Although City Council has the power to amend certain aspects of the SDF, we believe that decisions in contravention of the current SDF not only present problems of inconsistent governance and disregard for civic process, but are also in conflict with the intentions of national legislation.

On 5 December 2012, the Cape Town City Council made a decision to support the WesCape application to amend the urban edge. As you will know, the WesCape proposal comprises over 3000 hectares of commercial, residential and industrial development, with a projected population of 800,000. The site lies over 10 km from the nearest existing built-up area, and has virtually no existing infrastructure in place. It is situated entirely outside the urban edge, which the SDF defined as the feasible and desirable limit for horizontal expansion of the Cape Town urban area over the next 15 years. Council’s support of this development contradicts the SDF in numerous ways, as follows.

The SDF sets out clear expectations of how alterations to the urban edge should be considered. According to the SDF, any such changes should be “City-led” and should not be encouraged “unless exceptional and unique circumstances exist”. The SDF holds that:

Reactive amendments to the Urban Edge, requiring bulk infrastructure investment not forming part of the City’s infrastructure investment plans cannot be approved without absolute clarity and approval of both the cost of installing the infrastructure and the impact of the development on the City’s operating costs. [emphasis added]

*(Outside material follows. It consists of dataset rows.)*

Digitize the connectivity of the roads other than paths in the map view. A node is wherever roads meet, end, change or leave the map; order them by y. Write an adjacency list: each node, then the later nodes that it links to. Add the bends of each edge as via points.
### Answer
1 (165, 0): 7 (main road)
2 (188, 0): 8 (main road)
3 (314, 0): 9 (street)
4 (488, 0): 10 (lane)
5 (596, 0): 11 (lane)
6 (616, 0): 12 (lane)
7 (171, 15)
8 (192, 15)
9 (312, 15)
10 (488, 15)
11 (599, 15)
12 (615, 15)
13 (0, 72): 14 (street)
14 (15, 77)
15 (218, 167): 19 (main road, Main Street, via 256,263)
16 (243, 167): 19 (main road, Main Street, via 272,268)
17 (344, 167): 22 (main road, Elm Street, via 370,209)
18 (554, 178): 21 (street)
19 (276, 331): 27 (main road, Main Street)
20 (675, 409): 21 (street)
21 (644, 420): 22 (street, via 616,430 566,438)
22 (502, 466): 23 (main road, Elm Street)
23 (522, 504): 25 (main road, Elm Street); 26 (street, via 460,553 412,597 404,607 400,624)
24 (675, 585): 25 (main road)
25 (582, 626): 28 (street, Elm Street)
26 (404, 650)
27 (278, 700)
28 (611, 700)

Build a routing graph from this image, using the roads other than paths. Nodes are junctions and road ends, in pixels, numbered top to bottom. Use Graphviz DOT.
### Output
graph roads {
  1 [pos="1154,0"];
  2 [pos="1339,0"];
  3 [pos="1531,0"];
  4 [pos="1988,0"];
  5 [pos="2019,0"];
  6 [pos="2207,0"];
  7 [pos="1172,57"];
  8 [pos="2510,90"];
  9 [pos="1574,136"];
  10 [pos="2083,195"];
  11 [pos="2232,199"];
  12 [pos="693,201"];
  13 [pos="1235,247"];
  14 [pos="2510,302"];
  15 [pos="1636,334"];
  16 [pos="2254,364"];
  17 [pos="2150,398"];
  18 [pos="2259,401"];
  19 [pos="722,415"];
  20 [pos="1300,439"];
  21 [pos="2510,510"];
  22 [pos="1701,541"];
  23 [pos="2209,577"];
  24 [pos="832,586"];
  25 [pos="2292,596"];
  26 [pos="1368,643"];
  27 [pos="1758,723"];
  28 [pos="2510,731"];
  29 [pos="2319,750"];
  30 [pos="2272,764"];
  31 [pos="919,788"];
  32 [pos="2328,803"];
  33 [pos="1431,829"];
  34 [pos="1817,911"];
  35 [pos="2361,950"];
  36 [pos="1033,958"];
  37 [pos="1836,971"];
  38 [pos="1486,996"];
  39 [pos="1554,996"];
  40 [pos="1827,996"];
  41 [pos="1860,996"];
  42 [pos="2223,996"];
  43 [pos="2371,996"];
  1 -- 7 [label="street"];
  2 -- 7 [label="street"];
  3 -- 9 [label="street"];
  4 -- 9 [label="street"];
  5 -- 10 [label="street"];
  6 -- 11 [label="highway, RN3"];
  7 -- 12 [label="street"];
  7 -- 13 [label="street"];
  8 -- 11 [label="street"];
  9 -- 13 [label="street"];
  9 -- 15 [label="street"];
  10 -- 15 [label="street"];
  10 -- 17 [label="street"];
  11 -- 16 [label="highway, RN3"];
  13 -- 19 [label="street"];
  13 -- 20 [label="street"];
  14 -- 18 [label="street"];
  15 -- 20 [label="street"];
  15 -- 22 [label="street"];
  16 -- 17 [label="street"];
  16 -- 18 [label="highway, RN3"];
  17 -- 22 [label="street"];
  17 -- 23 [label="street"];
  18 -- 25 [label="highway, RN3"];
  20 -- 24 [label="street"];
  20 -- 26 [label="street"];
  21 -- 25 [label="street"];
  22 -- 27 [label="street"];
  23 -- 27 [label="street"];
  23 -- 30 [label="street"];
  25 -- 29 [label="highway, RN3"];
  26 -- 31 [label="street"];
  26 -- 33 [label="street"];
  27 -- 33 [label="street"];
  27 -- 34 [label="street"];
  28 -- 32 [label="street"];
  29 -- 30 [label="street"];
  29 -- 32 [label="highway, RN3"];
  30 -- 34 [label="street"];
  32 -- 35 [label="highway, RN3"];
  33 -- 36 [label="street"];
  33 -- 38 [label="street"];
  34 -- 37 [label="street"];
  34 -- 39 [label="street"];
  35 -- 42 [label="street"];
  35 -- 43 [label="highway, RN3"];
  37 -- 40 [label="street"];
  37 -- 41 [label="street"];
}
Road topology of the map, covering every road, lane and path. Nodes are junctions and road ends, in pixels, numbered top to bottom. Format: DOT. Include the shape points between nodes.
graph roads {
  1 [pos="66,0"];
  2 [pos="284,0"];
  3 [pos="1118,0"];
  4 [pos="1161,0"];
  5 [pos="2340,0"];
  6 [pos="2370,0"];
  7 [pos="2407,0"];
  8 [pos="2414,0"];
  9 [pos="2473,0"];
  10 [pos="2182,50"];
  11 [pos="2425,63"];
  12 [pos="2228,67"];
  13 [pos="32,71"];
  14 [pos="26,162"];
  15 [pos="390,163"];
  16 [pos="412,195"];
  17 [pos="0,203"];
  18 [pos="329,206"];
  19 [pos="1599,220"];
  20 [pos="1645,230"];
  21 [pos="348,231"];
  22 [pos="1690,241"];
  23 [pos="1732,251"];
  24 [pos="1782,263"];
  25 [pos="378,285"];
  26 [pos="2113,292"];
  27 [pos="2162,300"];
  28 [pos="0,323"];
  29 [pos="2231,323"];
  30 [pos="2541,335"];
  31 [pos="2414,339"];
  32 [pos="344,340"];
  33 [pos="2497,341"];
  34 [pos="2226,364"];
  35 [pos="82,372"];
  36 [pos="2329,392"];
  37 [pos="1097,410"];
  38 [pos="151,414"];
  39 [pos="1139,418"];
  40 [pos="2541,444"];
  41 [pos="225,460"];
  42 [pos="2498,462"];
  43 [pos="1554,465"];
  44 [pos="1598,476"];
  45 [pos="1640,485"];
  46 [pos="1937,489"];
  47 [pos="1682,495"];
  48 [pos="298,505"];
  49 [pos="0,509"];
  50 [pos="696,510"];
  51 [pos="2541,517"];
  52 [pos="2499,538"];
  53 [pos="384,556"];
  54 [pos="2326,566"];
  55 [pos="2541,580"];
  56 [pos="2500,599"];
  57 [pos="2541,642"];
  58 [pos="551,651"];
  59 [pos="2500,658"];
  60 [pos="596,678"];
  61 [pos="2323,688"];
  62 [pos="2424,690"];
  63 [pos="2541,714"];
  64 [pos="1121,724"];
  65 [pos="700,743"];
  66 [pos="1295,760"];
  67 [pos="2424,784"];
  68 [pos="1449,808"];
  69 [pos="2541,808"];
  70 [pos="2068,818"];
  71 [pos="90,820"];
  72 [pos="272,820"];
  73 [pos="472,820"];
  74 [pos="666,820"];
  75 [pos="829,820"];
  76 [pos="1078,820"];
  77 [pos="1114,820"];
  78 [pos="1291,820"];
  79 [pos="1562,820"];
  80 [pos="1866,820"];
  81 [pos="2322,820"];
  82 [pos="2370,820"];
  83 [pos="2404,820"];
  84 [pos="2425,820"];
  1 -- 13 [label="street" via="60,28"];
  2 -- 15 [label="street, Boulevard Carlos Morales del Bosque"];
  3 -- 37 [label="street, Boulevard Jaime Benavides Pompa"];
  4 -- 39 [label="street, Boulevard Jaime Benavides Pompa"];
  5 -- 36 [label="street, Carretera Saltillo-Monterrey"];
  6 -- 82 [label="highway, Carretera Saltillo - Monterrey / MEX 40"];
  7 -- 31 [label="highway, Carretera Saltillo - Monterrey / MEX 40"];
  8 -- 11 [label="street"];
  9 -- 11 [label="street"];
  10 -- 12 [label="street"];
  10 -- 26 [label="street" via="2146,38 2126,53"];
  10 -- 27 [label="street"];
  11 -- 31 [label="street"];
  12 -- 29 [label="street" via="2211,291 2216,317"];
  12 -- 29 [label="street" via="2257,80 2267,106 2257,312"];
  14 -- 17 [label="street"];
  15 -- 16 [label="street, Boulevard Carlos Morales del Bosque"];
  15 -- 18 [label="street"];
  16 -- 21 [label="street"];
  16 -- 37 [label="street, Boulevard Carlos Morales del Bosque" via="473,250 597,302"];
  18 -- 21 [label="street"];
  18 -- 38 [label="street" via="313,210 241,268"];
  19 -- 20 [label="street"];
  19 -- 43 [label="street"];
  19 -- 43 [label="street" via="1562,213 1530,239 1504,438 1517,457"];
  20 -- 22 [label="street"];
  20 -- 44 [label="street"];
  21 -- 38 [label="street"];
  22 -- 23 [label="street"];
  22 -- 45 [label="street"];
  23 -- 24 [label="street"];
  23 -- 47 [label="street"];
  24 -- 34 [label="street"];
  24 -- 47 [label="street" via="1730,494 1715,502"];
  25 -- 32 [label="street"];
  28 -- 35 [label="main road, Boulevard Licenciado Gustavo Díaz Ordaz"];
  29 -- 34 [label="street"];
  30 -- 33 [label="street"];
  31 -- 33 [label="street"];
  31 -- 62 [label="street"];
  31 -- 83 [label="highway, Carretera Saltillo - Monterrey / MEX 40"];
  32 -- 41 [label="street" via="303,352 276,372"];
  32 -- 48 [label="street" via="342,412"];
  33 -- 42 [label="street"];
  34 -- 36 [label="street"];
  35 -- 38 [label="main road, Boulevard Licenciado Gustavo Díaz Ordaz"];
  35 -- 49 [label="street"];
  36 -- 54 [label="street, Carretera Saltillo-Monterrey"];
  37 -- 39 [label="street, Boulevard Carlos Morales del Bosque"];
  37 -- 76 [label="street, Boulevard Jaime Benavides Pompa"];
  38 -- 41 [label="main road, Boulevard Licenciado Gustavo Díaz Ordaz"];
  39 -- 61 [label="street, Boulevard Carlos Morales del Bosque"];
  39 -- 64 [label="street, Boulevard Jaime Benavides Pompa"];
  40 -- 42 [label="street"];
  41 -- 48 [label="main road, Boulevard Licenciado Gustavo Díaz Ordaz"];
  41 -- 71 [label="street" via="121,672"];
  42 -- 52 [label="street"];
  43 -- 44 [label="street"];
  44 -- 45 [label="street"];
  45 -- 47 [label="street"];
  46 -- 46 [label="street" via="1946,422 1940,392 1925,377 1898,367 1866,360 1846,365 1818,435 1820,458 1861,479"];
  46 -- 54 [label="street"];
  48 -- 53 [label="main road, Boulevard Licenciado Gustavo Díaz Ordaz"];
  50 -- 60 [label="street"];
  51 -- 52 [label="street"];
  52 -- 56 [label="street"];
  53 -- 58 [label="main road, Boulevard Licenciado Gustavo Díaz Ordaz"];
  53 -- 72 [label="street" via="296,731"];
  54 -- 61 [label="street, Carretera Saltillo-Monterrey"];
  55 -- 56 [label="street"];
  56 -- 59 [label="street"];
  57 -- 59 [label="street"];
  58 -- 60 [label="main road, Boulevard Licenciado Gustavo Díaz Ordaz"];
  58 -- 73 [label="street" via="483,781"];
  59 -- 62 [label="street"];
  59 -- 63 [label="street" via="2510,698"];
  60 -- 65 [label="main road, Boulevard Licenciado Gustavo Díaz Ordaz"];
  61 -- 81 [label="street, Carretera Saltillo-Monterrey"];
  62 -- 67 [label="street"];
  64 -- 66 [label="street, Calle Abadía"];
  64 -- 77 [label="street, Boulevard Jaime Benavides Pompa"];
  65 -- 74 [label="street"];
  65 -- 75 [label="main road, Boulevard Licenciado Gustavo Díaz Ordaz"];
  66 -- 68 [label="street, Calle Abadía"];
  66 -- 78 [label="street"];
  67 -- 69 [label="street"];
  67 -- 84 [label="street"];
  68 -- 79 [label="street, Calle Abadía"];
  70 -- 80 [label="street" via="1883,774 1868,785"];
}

Council minutes show that this clarity was not obtained prior to approving the WesCape application.

Policy 16 of the SDF commits to “discourage major economic development… outside of established urban nodes” – the WesCape development is far removed from any existing urban node or development corridor.

Policy 24 of the SDF is to “direct urban growth away from hazardous areas” – the WesCape site lies inside the evacuation zone of Koeberg nuclear power station.

Policy 28 of the SDF commits to protecting agricultural land, including existing farmed areas – the WesCape site will occupy large areas of long-standing and currently utilised agricultural land.

And Policy 31 of the SDF is to “prevent urban development from intruding into the rural environment”.

These extracts show a jarring contradiction between Council’s undertakings in terms of the SDF, and its support for the WesCape application. We further note that Council’s disregard for the policies of the SDF, with their broad consultative basis, undermines an important mechanism of participatory democracy in Cape Town. The public participation process for the WesCape application, by contrast, received only five non-governmental comments, which indicates completely inadequate consultation when considering the scale of the proposed development.

We also note that the City’s own municipal officials submitted a report to Council’s Economic, Environment and Spatial Planning Portfolio Committee which concluded in no uncertain terms that support for the application should be refused. However, the Portfolio Committee instead recommended that the application be supported, and the application was subsequently approved.

Approving an amendment of the urban edge under these circumstances would grant Provincial recognition to a decision-making process that has disregarded key mechanisms of public participation, ignored expert opinion, and contravened Council’s own policies and plans. Such decisions cannot be reconciled with good governance. We therefore urge you to decline the WesCape application.

Kyle Mason-Jones
For and behalf of the Greater Cape Town Civic Alliance

1 comment to Letter: To Mec Bredell on proposed WesCape development

  • Craig Sharland

    It now makes perfect sense why the Department of Water Affairs is targeting small farmers in and around Atlantis with regard to water extraction from the adequate water supply from the Atlantis Aquifer , all unregistered boreholes are shut down and any new applications are rejected. This has stopped growth and the desperately needed jobs to this area, in my case two farms that had the potential of employing 40 staff (effecting a possible 400 people) financially has been put on hold for this reason.